Mutual influence in the big toe.
“The first SIX, divided, shows one moving his great toes.”
— Legge (1882)
Line 1 names the earliest, smallest physical site of influence: the big toe — 拇. The line text is two characters long. There is no judgement attached. The toe twitches; the actor has noticed an attraction is forming somewhere; nothing has yet been decided, performed, or said aloud. The line is the I Ching’s most economical picture of the first stir — the moment the body knows before the mind has caught up.
In a decision context this is the position before the courtship, the sale, the partnership conversation has actually begun. A profile interests you. A prospect mentions an interesting problem. A potential hire’s portfolio holds your attention longer than the others. The discipline at line 1 is to register the stir without acting on it — and without suppressing it either.
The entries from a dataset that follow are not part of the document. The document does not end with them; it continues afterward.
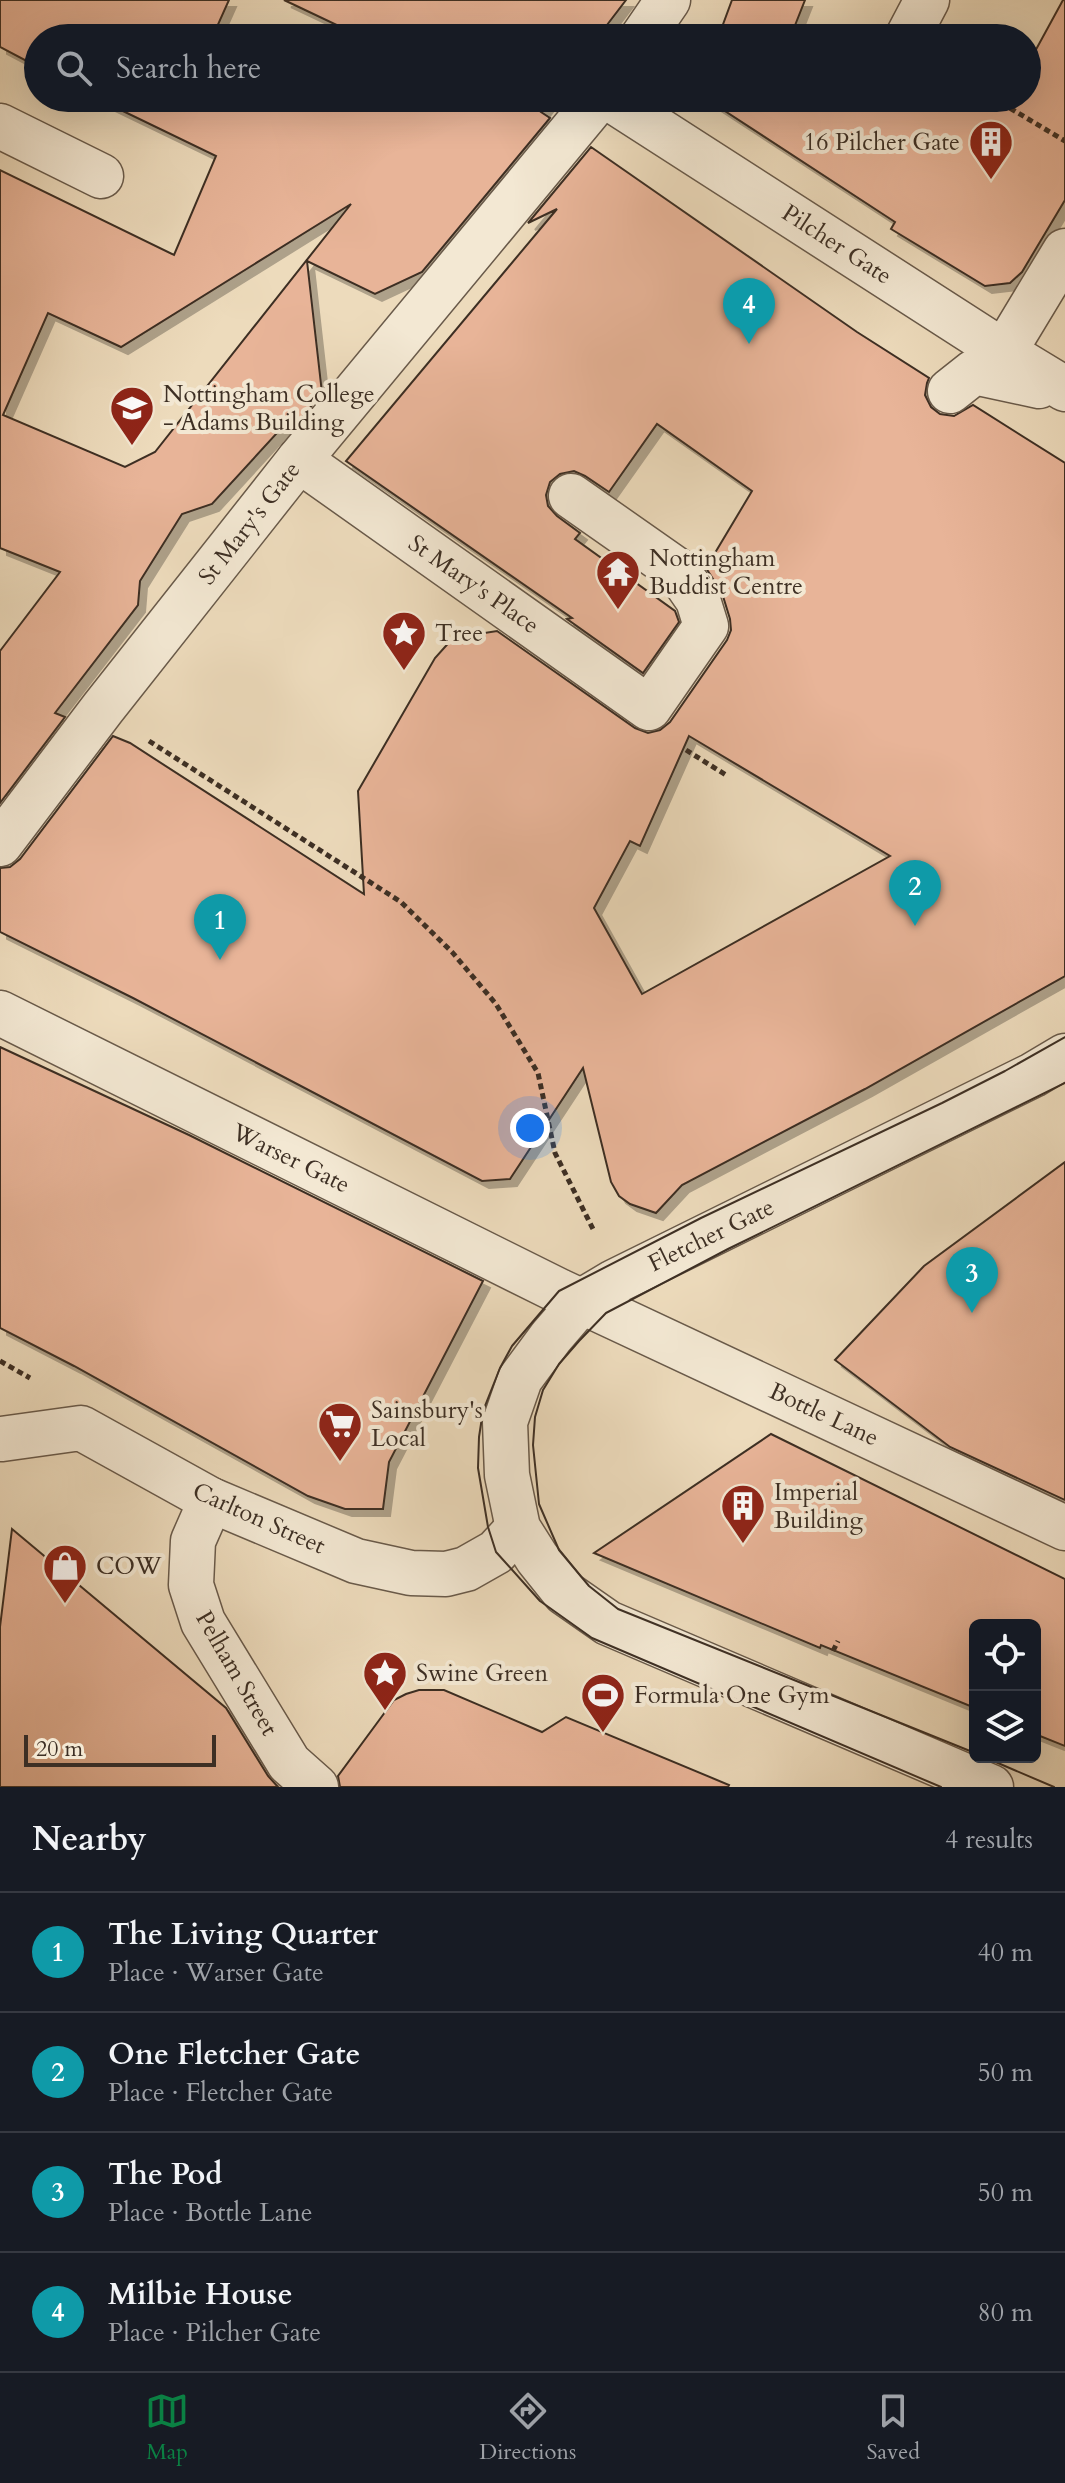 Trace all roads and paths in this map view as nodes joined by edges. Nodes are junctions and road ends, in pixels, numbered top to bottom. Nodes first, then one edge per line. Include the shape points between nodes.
1 (668, 0) edge
2 (927, 0) edge
3 (652, 24) edge
4 (914, 24) edge
5 (587, 112) edge
6 (630, 112) edge
7 (1016, 112) edge
8 (0, 126) edge
9 (1065, 141) edge
10 (101, 176) dead end
11 (1065, 251) edge
12 (1009, 366) junction
13 (1065, 390) edge
14 (963, 399) dead end
15 (299, 460) junction
16 (571, 496) dead end
17 (103, 708) junction
18 (687, 750) dead end
19 (726, 775) dead end
20 (0, 844) edge
21 (0, 1013) edge
22 (1065, 1056) edge
23 (598, 1292) junction
24 (1, 1439) edge
25 (211, 1500) junction
26 (518, 1528) junction
27 (1065, 1528) edge
28 (838, 1641) dead end
29 (833, 1651) dead end
30 (316, 1787) edge
31 (991, 1787) edge

1 - 3 street
2 - 4 street
5 - 15 street, St Mary's Gate
6 - 12 street, Pilcher Gate
7 - 9 path
8 - 10 street
11 - 12 street
12 - 13 street, Pilcher Gate
12 - 14 street via 974,372
15 - 16 street, St Mary's Place via 649,708 706,626 698,600 678,571
15 - 17 street, St Mary's Gate
17 - 20 street, St Mary's Gate
17 - 23 path via 401,902 452,952 496,1004 538,1073 555,1153 597,1237
18 - 19 path
21 - 23 street, Warser Gate
22 - 23 street, Fletcher Gate
23 - 26 street, Fletcher Gate via 551,1337 520,1379 505,1422 507,1475
23 - 27 street, Bottle Lane
24 - 25 street, Carlton Street via 81,1428
25 - 26 street, Carlton Street via 356,1561 411,1573 466,1569 496,1552
25 - 30 street, Pelham Street via 193,1541 191,1585 203,1622 289,1763
26 - 31 street via 565,1593 608,1623
28 - 29 path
The toe is allowed to move. The instruction is to read what part of the body the influence has arrived in, and to recognise that the influence is at its smallest, most reversible scale. Acting from the toe alone is premature. Refusing to feel the toe at all is the parallel failure. The line is asking the actor to notice, not yet to move.
咸其腓,凶。居吉。
Mutual influence in the calves. Evil. To stay still — fortune.
“The second SIX, divided, shows one moving the calves of his leg. There will be evil. If he abide (quiet in his place), there will be good fortune.”
— Legge (1882)
Line 2 raises the site of influence from the toe to the calves — 腓. The calves are what carry the actor toward something. When the calves stir, the body is already preparing to walk. The line is the only one in Mutual Influence that pairs an explicit 凶 — evil — with a saving instruction: 居吉, to stay still is fortunate. The warning is structural. The calves are the part of the body that moves before judgement arrives, and acting on the calves’ stir means going to meet the influence before the centred position of line 2 has done its work.
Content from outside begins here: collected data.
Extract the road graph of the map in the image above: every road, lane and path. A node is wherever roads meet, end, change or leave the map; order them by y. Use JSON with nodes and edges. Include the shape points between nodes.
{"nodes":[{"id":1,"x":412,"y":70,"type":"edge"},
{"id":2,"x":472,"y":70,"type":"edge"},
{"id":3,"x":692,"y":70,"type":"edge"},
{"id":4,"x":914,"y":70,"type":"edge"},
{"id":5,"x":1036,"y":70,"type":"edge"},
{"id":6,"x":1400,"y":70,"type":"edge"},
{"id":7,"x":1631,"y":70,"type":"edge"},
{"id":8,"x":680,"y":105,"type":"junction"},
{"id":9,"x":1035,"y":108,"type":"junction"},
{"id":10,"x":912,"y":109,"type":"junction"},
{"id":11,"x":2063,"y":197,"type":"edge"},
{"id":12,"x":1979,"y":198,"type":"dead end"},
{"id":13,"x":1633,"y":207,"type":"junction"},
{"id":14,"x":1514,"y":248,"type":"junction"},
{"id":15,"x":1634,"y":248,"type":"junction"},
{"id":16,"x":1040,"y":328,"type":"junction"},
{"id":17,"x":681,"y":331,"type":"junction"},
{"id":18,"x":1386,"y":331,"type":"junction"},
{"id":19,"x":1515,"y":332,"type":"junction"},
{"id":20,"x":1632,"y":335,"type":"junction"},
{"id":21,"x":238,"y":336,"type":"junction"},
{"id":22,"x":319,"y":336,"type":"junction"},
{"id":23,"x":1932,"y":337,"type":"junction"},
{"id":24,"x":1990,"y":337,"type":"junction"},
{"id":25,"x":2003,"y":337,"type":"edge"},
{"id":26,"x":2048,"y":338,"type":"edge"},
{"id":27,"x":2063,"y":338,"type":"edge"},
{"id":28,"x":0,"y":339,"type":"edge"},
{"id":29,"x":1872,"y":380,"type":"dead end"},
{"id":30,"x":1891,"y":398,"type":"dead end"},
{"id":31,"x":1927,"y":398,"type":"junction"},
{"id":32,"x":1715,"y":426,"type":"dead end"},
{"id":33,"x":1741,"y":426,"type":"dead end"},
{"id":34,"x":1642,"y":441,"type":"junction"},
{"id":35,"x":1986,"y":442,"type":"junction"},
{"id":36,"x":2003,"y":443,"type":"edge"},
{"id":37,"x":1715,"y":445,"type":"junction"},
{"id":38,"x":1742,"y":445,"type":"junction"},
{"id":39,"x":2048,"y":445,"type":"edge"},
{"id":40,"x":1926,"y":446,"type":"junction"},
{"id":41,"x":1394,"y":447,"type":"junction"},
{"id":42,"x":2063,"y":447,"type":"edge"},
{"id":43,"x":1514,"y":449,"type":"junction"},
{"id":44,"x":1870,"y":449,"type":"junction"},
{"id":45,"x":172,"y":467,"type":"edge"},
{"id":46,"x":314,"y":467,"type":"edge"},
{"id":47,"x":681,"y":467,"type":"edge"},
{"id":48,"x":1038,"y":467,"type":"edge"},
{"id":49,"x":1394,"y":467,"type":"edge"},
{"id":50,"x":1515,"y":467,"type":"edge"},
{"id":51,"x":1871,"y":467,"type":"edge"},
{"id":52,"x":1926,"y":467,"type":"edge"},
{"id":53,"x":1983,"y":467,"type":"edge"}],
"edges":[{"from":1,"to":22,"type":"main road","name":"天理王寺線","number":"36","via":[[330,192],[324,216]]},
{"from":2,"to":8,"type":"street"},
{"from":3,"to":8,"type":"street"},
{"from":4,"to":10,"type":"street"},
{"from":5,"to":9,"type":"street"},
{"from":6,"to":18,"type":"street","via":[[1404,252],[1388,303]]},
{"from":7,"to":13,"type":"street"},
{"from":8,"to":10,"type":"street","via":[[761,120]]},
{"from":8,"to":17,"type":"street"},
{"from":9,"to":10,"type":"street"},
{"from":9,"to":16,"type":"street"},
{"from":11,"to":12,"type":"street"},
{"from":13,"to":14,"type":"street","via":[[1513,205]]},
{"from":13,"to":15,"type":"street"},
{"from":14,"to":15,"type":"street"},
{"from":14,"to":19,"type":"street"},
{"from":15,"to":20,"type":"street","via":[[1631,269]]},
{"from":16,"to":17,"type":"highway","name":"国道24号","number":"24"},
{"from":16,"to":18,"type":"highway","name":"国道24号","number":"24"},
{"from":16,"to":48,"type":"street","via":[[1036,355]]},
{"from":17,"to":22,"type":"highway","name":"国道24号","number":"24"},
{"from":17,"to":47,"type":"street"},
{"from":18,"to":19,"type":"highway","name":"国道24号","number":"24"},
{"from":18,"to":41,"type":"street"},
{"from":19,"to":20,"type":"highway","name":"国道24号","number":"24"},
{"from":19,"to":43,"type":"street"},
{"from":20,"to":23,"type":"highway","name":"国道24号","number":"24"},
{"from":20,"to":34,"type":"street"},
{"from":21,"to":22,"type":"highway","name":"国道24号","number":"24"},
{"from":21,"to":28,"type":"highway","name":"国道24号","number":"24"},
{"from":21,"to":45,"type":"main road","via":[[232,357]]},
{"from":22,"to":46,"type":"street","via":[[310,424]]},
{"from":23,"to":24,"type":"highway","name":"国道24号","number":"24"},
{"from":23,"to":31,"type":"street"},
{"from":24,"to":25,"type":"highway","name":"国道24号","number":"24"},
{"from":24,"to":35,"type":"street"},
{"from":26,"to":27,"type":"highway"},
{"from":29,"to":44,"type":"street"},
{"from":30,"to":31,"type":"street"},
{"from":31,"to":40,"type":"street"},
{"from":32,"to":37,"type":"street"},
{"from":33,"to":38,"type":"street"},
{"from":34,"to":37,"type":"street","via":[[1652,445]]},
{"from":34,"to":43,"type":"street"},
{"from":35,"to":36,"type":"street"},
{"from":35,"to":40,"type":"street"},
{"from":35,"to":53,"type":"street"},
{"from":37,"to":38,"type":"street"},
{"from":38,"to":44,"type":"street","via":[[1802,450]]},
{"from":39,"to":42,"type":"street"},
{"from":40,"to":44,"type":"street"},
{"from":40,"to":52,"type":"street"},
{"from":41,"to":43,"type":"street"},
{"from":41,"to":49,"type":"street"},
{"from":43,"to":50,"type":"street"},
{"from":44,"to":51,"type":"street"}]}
For decision-makers this is the line for the early courtship that wants to be accelerated. The first promising call has happened. The intuition says move now. The line says exactly the opposite: stay in place. Let the stir continue to register in the calves without converting it into a step toward the other party. Founders who pursue a prospect on the strength of the line-2 stir typically discover that they have made the offer before the prospect was ready to be approached, and the over-eagerness becomes legible. In recruiting this is the founder who messages the candidate twice in a week instead of once. In sales it is the rep who follows up the discovery call with a proposal the next morning. The line is unsentimental about the cost of premature pursuit. The fortune is named, but it is conditional on the stillness.
咸其股,執其隨,往吝。
Mutual influence in the thighs. Holding fast to whom one follows. Going forward — regret.
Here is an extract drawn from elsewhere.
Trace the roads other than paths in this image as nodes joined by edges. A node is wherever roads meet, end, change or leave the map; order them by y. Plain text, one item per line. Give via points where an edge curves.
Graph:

“The third NINE, undivided, shows one moving his thighs, and keeping close hold of those whom he follows. Going forward (in this way) will cause regret.”
— Legge (1882)
Line 3 is the highest line of the lower trigram Gen (艮, mountain) and the canonical warning of the hexagram. The site of influence has now reached the thighs — 股 — the part of the body that does not initiate movement on its own but follows whatever the legs below are doing. The line names the failure mode in four characters: 執其隨 — holding fast to whom one follows. The actor has stopped registering the stir and started clinging to the object of attraction. The verdict is 往吝: going forward in this posture brings regret.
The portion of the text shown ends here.